“Maybe menopause is the last niche where capitalism cannot go. Maybe it’s some kind of haven from it“. Pauline Curnier Jardin (Marseille, 1980) makes this statement in the interview accompanying the I still send you ... exhibition and is typical of her. That’s not to say that the work of the French artist is easy to interpret. Her gallerist, Ellen de Bruyne, even confesses that every attempt at this is "inevitably doomed to fail, and even if you were to come up with a plausible interpretation, she’ll comes up with cross-references you haven’t thought of yet".
De Bruyne’s statement is understandable, if you’d just consider the number of media in which Curnier Jardin works. Nowadays, she makes films, installations, sculptures and works on paper. Her work shows a clear understanding of drama and melodrama. This goes back to both her background in theatre, Curnier Jardin spent part of her teenage years on stage, and to her love of French musical films from the 50s and 60s.
Yet these two lines contain many of the ideas and topics that regularly recur in her work: the apparent paradox of female sensuality and sexuality and feminism, and a cheerful questioning of current standards. Curnier Jardin completed the Rijksacademie in 2016 and won the NN Group Art Award two years later at Art Rotterdam. I still send you ... is her first solo exhibition in the Netherlands since she received this prize.
Sebastiano Blu
The teaser of Curnier Jardin's latest film Sebastiano Blu can now be seen at 1646. The film tells the tale of Giorgetto, a young man from a town around the Mediterranean. At first glance, Giorgetto seems to be a celebrated man; he is the local DJ and meets the standards. Nothing could be further from the truth. Like many young people in southern Europe, he still lives with his parents against his will. Worse still, he doubts his fertility and suffers from delusions about menopausal women who he believes to possess super powers. Giorgetto thinks he has found the solution to his fertility problem by taking the place of the statue of the local patron saint - the saint of fertility and reproduction - during the cross procession. It will certainly mean his end as a member of the community.
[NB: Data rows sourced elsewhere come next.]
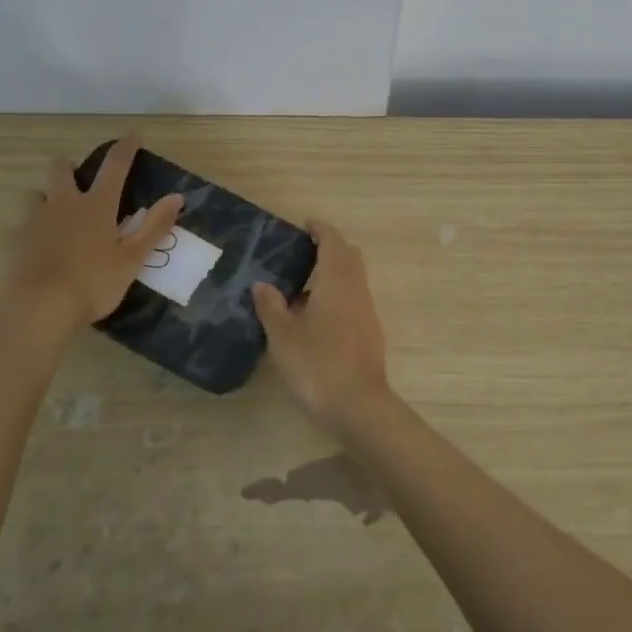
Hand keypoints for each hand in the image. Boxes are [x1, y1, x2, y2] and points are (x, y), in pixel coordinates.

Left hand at [4, 135, 181, 330]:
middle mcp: (63, 204)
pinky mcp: (12, 241)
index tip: (133, 135)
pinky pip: (15, 228)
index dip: (125, 148)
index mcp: (97, 206)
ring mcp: (33, 220)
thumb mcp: (132, 258)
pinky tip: (30, 247)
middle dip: (69, 167)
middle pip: (62, 170)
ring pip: (35, 194)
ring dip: (45, 198)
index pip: (115, 166)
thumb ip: (154, 226)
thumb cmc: (93, 283)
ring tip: (53, 215)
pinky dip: (24, 232)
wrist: (39, 308)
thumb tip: (177, 196)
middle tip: (78, 179)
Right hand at [252, 220, 393, 433]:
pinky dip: (336, 296)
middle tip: (300, 253)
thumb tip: (262, 284)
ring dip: (332, 274)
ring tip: (299, 288)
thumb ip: (271, 306)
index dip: (320, 229)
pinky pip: (353, 300)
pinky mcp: (369, 333)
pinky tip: (314, 317)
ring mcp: (366, 312)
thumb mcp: (283, 335)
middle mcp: (357, 289)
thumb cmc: (317, 364)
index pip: (333, 241)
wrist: (358, 406)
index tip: (304, 225)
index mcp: (337, 281)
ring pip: (353, 279)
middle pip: (348, 256)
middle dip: (329, 248)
Curnier Jardin does not want to disclose where she shot the film. According to her, a specific location is not that important. It is a parable about the Mediterranean world, a continent she refers to as the liquid continent. A continent without too much economic activity, meaning the prospects for young people like Giorgetto are not the same as here in Western Europe. Due to the stagnating economy, the status quo is maintained and traditions and rituals continue to play a major role in public life. As a result, only a few are able to escape from these communities with their coercive social control.
It is also a continent throughout which roughly the same is thought about the role of men and women. Men are in charge in the public space, but have fairly little to say at home, where they have to obey their mothers and wives.
In her work, Cunier Jardin accounts for the roles that women have played in mythology, folklore and cinema. These roles are often no more than a stereotype as a saint, witch, mother or mystical power. Just as in her earlier films like Ah Jeanne, the women in Sebastiano Blu have special powers. And just like in the quote at the top of this article, Sebastiano Blu discusses rituals, socio-economic and gender relationships.
The Forest of the Hot Flashes
Menopausal women are still background figures in Sebastiano Blu. They are promoted to main subjects in the next room. The Forest of the Hot Flashes is a wall-spanning installation. The transition between the spaces and the various media - from film to female figures executed in PU-leather and placed in a former theater setting - is hardly noticeable because the tone of the work is similar. The Puddle Ladies, the female figures in PU-leather, are based on charcoal drawings that are not included in the exhibition, but that you can see here online. The drawings have been put down in a few strokes with a surefire hand.
The name of the installation not only reveals its theme, the menopause, but is also typical of the kind of tragicomic, theatrical engagement at which Curnier Jardin excels. The Forest is not a scary or sad place according to Curnier Jardin. It is a place where women who are "off the market", as she calls it, can find peace and enjoy themselves. They have placed themselves outside the "cycle of socially desirable reproduction."
I still send you a lot of affection and I kiss you through my dentures - Pauline Curnier Jardin can be seen until 21 April at 1646 in The Hague.